The partition step rearranges elements such that:

A[lo..p-1] \le A[p] \le A[p+1..hi]

Partition

Partition remains sequential in most implementations, which can limit scalability.

partition(A, lo, hi):
    pivot = A[hi]
    i = lo

    for j from lo to hi - 1:
        if A[j] <= pivot:
            swap A[i], A[j]
            i += 1

    swap A[i], A[hi]
    return i

Complexity

measure	value
work $T_1(n)$	$O(n \log n)$ average
span $T_\infty(n)$	$O(\log n)$ average
worst case work	$O(n^2)$

Parallelism depends heavily on balanced partitions.

Cost Model

condition	behavior
balanced partitions	high parallelism
skewed partitions	low parallelism
poor pivot choice	degrades to sequential

Expected parallel time with $p$ processors:

O\left(\frac{n \log n}{p} + \log n\right)

Correctness

Each partition step places the pivot in its final sorted position. Recursive calls sort independent subarrays. Since no cross dependencies exist after partitioning, parallel execution preserves correctness.

Practical Considerations

Pivot selection is critical. Randomized or median of three improves balance.
Small subarrays should switch to sequential sort to reduce overhead.
In place partitioning gives good cache locality.
Work stealing schedulers help mitigate imbalance.

When to Use

Use parallel quicksort when:

in place sorting is required
memory usage must remain low
average case performance is sufficient
input distribution is not adversarial

For guaranteed worst case bounds or stability, parallel merge sort is more predictable.

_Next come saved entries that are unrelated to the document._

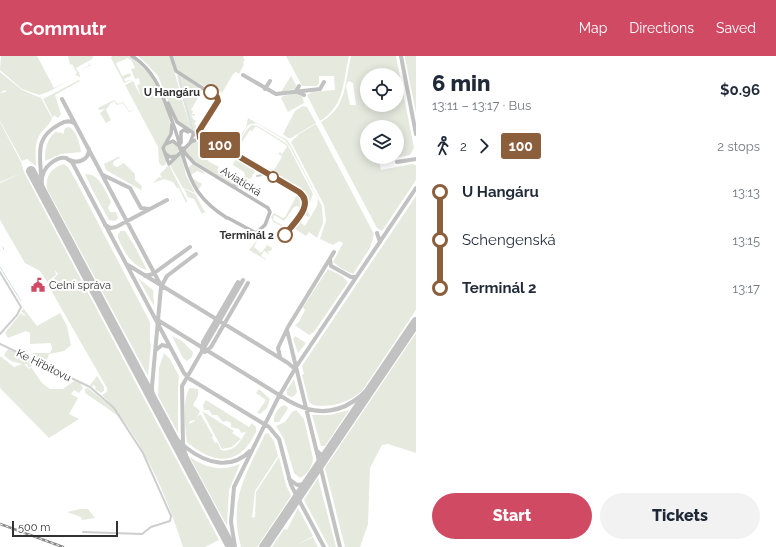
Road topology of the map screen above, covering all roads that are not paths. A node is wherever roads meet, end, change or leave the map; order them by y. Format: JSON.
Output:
{"nodes":[{"id":1,"x":132,"y":56,"type":"edge"},
{"id":2,"x":136,"y":56,"type":"edge"},
{"id":3,"x":171,"y":56,"type":"edge"},
{"id":4,"x":168,"y":103,"type":"junction"},
{"id":5,"x":172,"y":122,"type":"junction"},
{"id":6,"x":196,"y":137,"type":"junction"},
{"id":7,"x":181,"y":146,"type":"junction"},
{"id":8,"x":164,"y":152,"type":"junction"},
{"id":9,"x":178,"y":155,"type":"junction"},
{"id":10,"x":184,"y":155,"type":"junction"},
{"id":11,"x":169,"y":164,"type":"junction"},
{"id":12,"x":262,"y":170,"type":"dead end"},
{"id":13,"x":257,"y":176,"type":"dead end"},
{"id":14,"x":224,"y":181,"type":"junction"},
{"id":15,"x":246,"y":182,"type":"dead end"},
{"id":16,"x":296,"y":222,"type":"dead end"},
{"id":17,"x":0,"y":272,"type":"edge"},
{"id":18,"x":0,"y":334,"type":"edge"},
{"id":19,"x":0,"y":344,"type":"edge"},
{"id":20,"x":83,"y":532,"type":"dead end"}],
"edges":[{"from":1,"to":5,"type":"main road"},
{"from":2,"to":4,"type":"main road"},
{"from":3,"to":6,"type":"main road"},
{"from":4,"to":6,"type":"main road"},
{"from":4,"to":7,"type":"main road"},
{"from":5,"to":7,"type":"main road"},
{"from":5,"to":11,"type":"main road"},
{"from":6,"to":7,"type":"main road"},
{"from":6,"to":9,"type":"main road"},
{"from":6,"to":12,"type":"street"},
{"from":7,"to":8,"type":"main road"},
{"from":7,"to":10,"type":"main road","bridge":true},
{"from":8,"to":9,"type":"main road"},
{"from":8,"to":11,"type":"main road"},
{"from":9,"to":11,"type":"main road"},
{"from":10,"to":14,"type":"main road","name":"Aviatická"},
{"from":10,"to":14,"type":"main road","name":"Aviatická"},
{"from":13,"to":16,"type":"street"},
{"from":14,"to":15,"type":"street"},
{"from":17,"to":18,"type":"street"},
{"from":19,"to":20,"type":"street","name":"Ke Hřbitovu"}]}
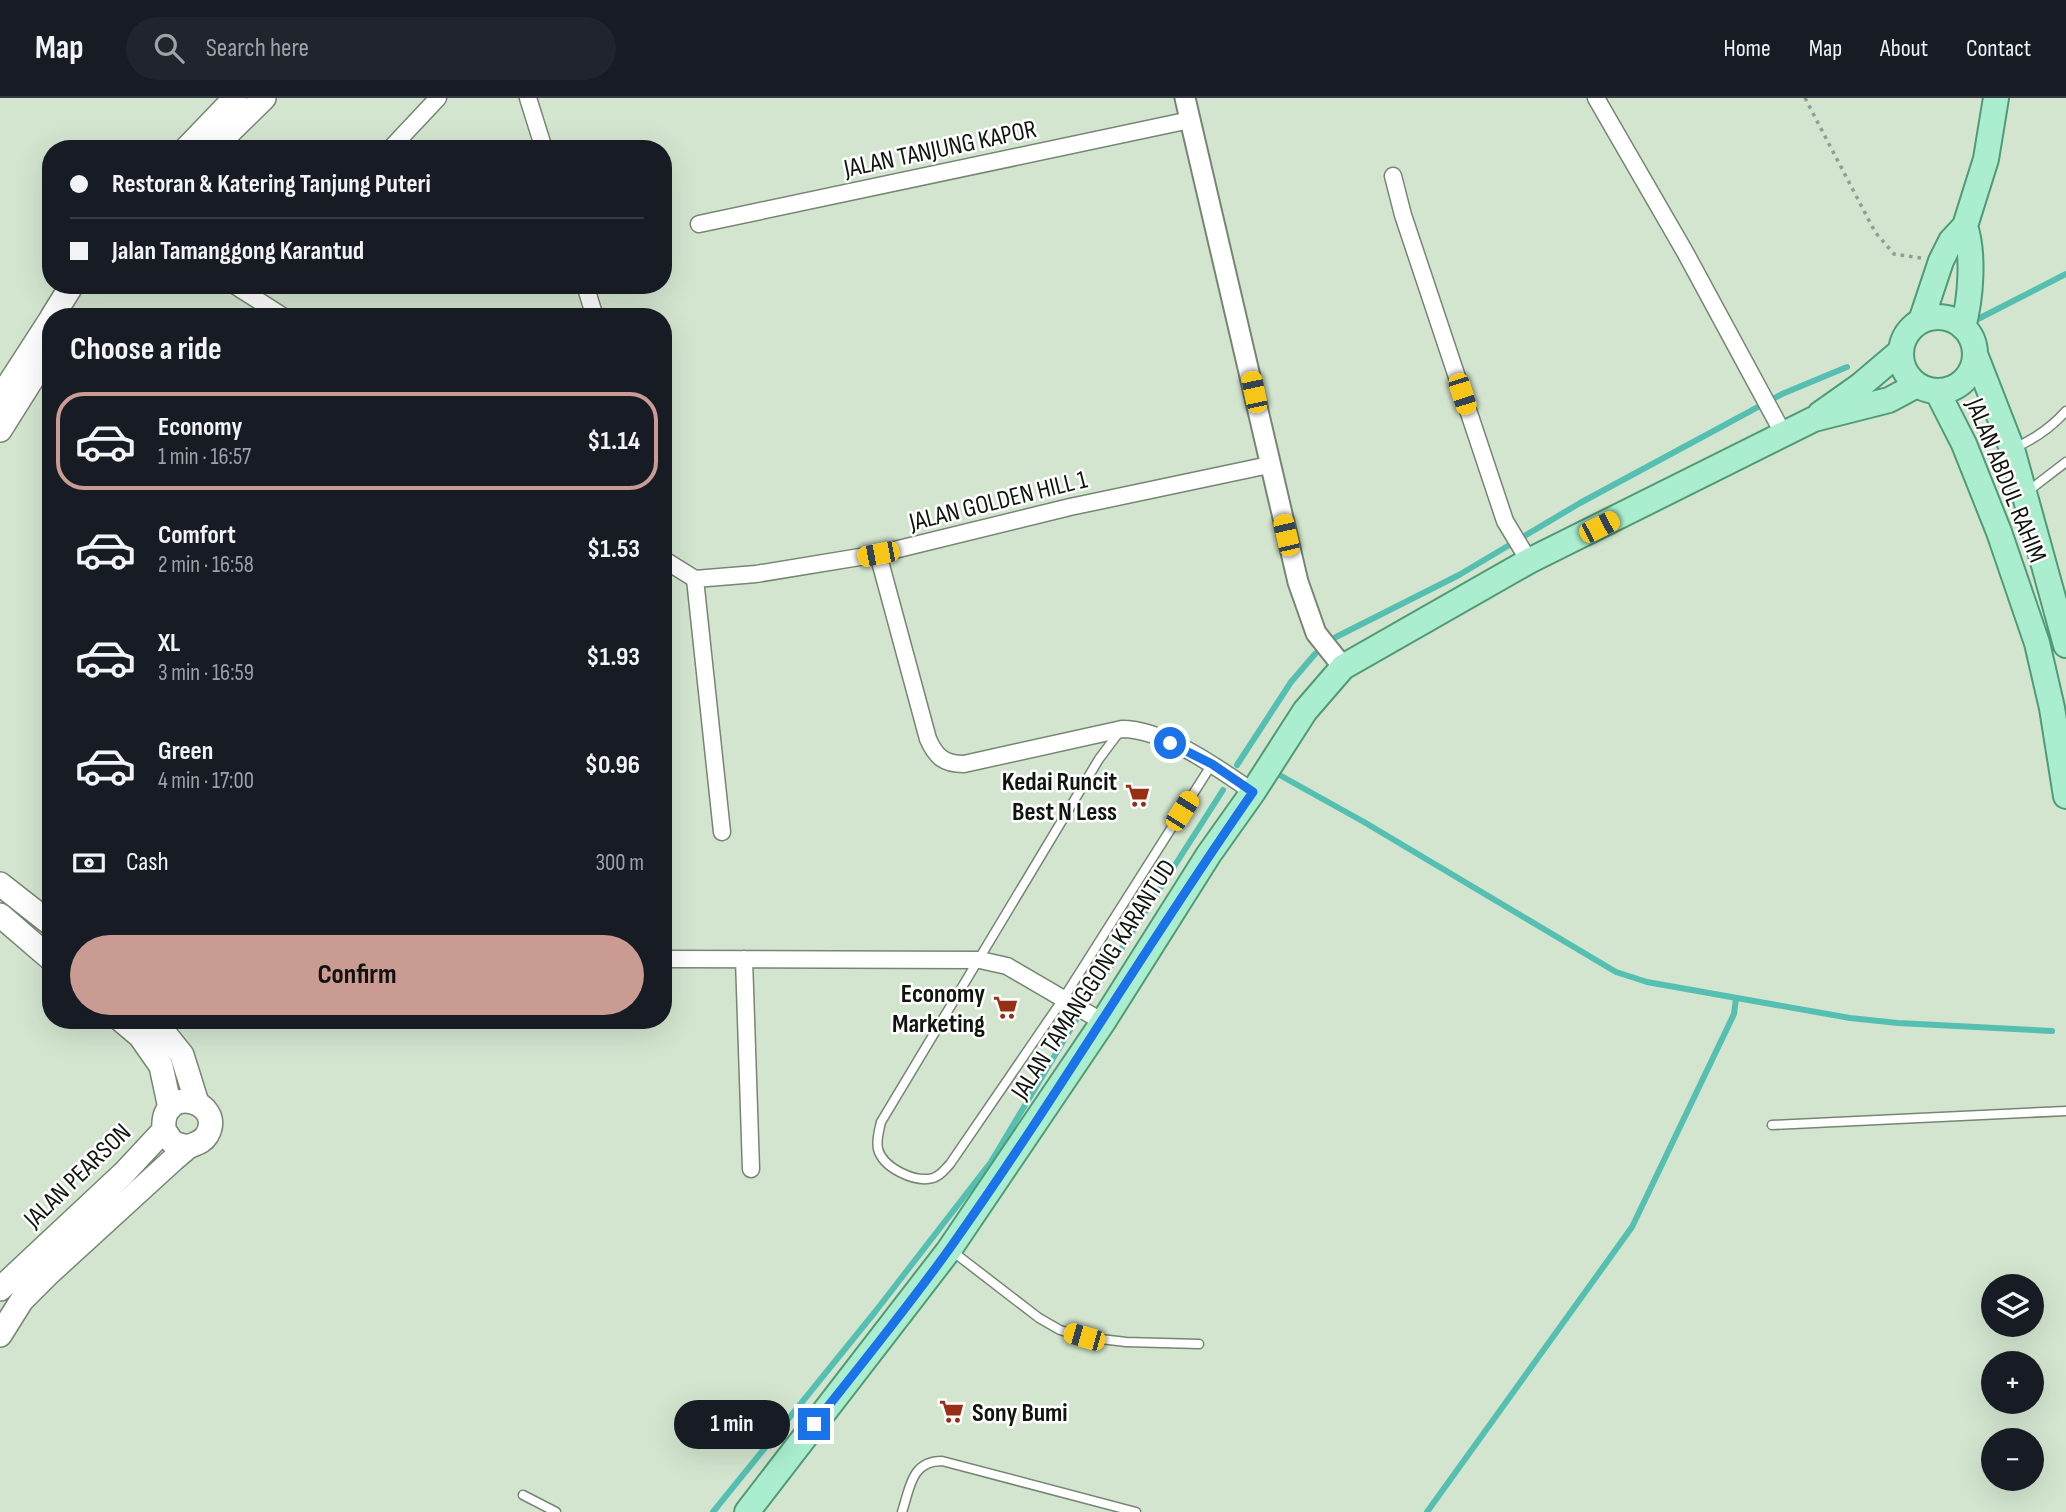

Implementation (Go, simplified)

func ParallelQuicksort(a []int, lo, hi int) {
	if lo >= hi {
		return
	}

	p := partition(a, lo, hi)

	done := make(chan struct{}, 2)

	go func() {
		ParallelQuicksort(a, lo, p-1)
		done <- struct{}{}
	}()

	go func() {
		ParallelQuicksort(a, p+1, hi)
		done <- struct{}{}
	}()

	<-done
	<-done
}

func partition(a []int, lo, hi int) int {
	pivot := a[hi]
	i := lo

	for j := lo; j < hi; j++ {
		if a[j] <= pivot {
			a[i], a[j] = a[j], a[i]
			i++
		}
	}

	a[i], a[hi] = a[hi], a[i]
	return i
}